### To do
How many of the lines in the material underneath include the string "middle"? State the number only.
▬▬▬▬▬▬
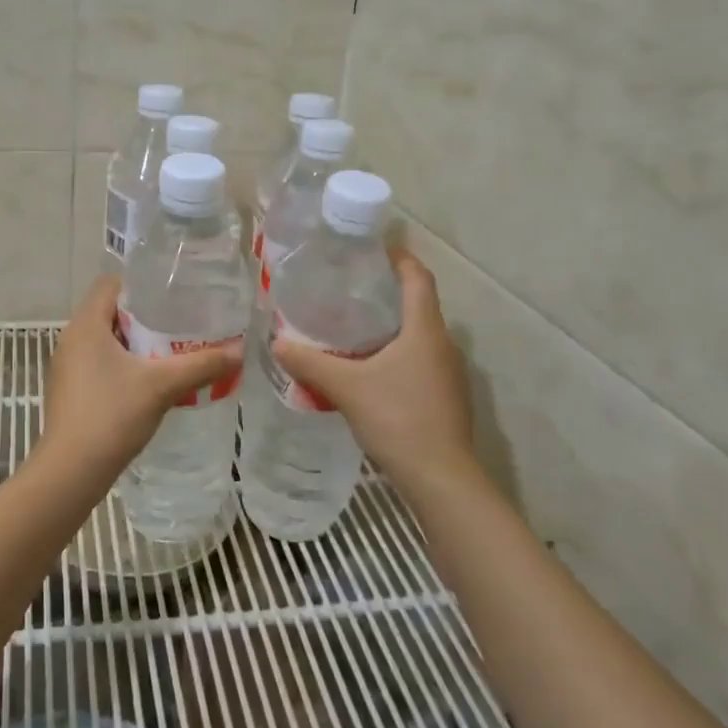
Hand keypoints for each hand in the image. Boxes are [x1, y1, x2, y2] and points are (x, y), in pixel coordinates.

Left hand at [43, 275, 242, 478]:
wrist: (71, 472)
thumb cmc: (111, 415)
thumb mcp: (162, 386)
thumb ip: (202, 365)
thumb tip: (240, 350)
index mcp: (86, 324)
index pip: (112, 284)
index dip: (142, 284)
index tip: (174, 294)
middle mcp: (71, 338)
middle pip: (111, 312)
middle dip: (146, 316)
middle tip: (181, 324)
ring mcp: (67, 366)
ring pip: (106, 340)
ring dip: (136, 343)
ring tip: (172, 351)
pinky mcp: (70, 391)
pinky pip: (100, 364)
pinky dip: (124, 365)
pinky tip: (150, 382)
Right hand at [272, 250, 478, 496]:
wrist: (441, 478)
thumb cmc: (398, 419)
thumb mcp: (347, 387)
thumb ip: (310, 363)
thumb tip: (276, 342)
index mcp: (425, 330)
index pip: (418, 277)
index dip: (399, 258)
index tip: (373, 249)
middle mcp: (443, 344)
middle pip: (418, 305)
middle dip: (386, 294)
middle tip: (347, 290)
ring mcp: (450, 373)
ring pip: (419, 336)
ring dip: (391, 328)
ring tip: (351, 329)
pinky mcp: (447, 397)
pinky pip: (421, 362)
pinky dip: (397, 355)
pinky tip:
▬▬▬▬▬▬
### Task answer
8